Stored data entries
[Start of Attachment]
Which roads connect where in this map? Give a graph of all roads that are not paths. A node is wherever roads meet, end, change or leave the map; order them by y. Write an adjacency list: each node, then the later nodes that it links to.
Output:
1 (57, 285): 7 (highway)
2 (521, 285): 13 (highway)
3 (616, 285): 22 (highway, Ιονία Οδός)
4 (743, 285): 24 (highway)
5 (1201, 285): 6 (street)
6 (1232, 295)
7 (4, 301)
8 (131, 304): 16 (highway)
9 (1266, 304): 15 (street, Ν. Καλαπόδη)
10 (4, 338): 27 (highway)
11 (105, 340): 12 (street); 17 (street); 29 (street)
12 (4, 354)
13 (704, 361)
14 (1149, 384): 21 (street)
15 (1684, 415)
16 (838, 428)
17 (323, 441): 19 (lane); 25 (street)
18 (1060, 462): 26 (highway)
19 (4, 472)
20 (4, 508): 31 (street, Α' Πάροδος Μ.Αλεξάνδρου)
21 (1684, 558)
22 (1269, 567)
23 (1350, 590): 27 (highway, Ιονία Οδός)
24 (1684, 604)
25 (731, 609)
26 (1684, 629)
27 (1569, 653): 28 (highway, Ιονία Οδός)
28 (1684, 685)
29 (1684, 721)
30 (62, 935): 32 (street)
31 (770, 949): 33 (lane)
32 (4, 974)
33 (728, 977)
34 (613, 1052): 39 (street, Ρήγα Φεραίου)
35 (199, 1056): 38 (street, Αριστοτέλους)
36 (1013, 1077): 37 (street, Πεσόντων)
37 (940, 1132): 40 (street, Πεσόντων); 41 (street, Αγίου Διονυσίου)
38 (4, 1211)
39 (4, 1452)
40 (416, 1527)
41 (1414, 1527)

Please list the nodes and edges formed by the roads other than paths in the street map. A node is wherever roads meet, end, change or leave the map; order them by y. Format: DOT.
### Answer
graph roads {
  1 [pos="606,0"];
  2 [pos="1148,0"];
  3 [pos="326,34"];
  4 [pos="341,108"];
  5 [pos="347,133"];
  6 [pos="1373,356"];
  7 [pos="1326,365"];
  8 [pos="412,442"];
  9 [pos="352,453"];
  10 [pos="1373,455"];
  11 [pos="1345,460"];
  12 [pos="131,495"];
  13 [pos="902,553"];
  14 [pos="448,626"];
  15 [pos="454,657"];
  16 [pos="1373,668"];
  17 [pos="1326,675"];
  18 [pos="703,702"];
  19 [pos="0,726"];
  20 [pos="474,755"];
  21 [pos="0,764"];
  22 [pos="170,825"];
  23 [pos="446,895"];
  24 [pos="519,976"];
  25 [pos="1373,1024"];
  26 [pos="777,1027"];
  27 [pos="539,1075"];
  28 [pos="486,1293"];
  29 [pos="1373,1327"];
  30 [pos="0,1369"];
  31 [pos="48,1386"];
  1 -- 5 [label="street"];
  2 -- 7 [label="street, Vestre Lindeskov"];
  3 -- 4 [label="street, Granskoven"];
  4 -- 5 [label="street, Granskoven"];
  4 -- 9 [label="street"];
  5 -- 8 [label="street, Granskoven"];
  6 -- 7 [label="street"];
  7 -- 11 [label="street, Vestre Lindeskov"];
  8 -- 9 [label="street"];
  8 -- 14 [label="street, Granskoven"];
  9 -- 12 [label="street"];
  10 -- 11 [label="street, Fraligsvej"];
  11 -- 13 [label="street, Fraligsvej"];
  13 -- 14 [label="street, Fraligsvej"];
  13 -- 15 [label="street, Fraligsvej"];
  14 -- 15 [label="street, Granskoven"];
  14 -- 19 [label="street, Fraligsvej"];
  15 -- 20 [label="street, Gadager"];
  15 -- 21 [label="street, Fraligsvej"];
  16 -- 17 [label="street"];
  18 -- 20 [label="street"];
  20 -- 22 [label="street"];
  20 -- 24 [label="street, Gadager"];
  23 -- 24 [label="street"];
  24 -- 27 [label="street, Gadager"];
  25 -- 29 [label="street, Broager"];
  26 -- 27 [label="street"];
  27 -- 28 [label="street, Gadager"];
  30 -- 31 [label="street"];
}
[End of Attachment]
◆ Required work: Output each entry once again, exactly as shown above.

◆ Result of this task:
Which roads connect where in this map? Give a graph of all roads that are not paths. A node is wherever roads meet, end, change or leave the map; order them by y. Write an adjacency list: each node, then the later nodes that it links to.
Output:
1 (57, 285): 7 (highway)
2 (521, 285): 13 (highway)
3 (616, 285): 22 (highway, Ιονία Οδός)
4 (743, 285): 24 (highway)
5 (1201, 285): 6 (street)
6 (1232, 295)
7 (4, 301)
8 (131, 304): 16 (highway)
9 (1266, 304): 15 (street, Ν. Καλαπόδη)
10 (4, 338): 27 (highway)
11 (105, 340): 12 (street); 17 (street); 29 (street)
12 (4, 354)
13 (704, 361)
14 (1149, 384): 21 (street)
15 (1684, 415)
16 (838, 428)
17 (323, 441): 19 (lane); 25 (street)
18 (1060, 462): 26 (highway)
19 (4, 472)
20 (4, 508): 31 (street, Α' Πάροδος Μ.Αλεξάνδρου)
21 (1684, 558)
22 (1269, 567)
23 (1350, 590): 27 (highway, Ιονία Οδός)
24 (1684, 604)
25 (731, 609)
26 (1684, 629)
27 (1569, 653): 28 (highway, Ιονία Οδός)
28 (1684, 685)
29 (1684, 721)
30 (62, 935): 32 (street)
31 (770, 949): 33 (lane)
32 (4, 974)
33 (728, 977)
34 (613, 1052): 39 (street, Ρήγα Φεραίου)
35 (199, 1056): 38 (street, Αριστοτέλους)
36 (1013, 1077): 37 (street, Πεσόντων)
37 (940, 1132): 40 (street, Πεσόντων); 41 (street, Αγίου Διονυσίου)
38 (4, 1211)
39 (4, 1452)
40 (416, 1527)
41 (1414, 1527)

Please list the nodes and edges formed by the roads other than paths in the street map. A node is wherever roads meet, end, change or leave the map; order them by y. Format: DOT.
### Answer
graph roads {
  1 [pos="606,0"];
  2 [pos="1148,0"];
  3 [pos="326,34"];
  4 [pos="341,108"];
  5 [pos="347,133"];
  6 [pos="1373,356"];
  7 [pos="1326,365"];
  8 [pos="412,442"];
  9 [pos="352,453"];
  10 [pos="1373,455"];
  11 [pos="1345,460"];
  12 [pos="131,495"];
  13 [pos="902,553"];
  14 [pos="448,626"];
  15 [pos="454,657"];
  16 [pos="1373,668"];
  17 [pos="1326,675"];
  18 [pos="703,702"];
  19 [pos="0,726"];
  20 [pos="474,755"];
  21 [pos="0,764"];
  22 [pos="170,825"];
  23 [pos="446,895"];
  24 [pos="519,976"];
  25 [pos="1373,1024"];
  26 [pos="777,1027"];
  27 [pos="539,1075"];
  28 [pos="486,1293"];
  29 [pos="1373,1327"];
  30 [pos="0,1369"];
  31 [pos="48,1386"];
  1 -- 5 [label="street"];
  2 -- 7 [label="street, Vestre Lindeskov"];
  3 -- 4 [label="street, Granskoven"];
  4 -- 5 [label="street, Granskoven"];
  4 -- 9 [label="street"];
  5 -- 8 [label="street, Granskoven"];
  6 -- 7 [label="street"];
  7 -- 11 [label="street, Vestre Lindeskov"];
  8 -- 9 [label="street"];
  8 -- 14 [label="street, Granskoven"];
  9 -- 12 [label="street"];
  10 -- 11 [label="street, Fraligsvej"];
  11 -- 13 [label="street, Fraligsvej"];
  13 -- 14 [label="street, Fraligsvej"];
  13 -- 15 [label="street, Fraligsvej"];
  14 -- 15 [label="street, Granskoven"];
  14 -- 19 [label="street, Fraligsvej"];
  15 -- 20 [label="street, Gadager"];
  15 -- 21 [label="street, Fraligsvej"];
  16 -- 17 [label="street"];
  18 -- 20 [label="street"];
  20 -- 22 [label="street"];
  20 -- 24 [label="street, Gadager"];
  23 -- 24 [label="street"];
  24 -- 27 [label="street, Gadager"];
  25 -- 29 [label="street, Broager"];
  26 -- 27 [label="street"];
  27 -- 28 [label="street, Gadager"];
  30 -- 31 [label="street"];
}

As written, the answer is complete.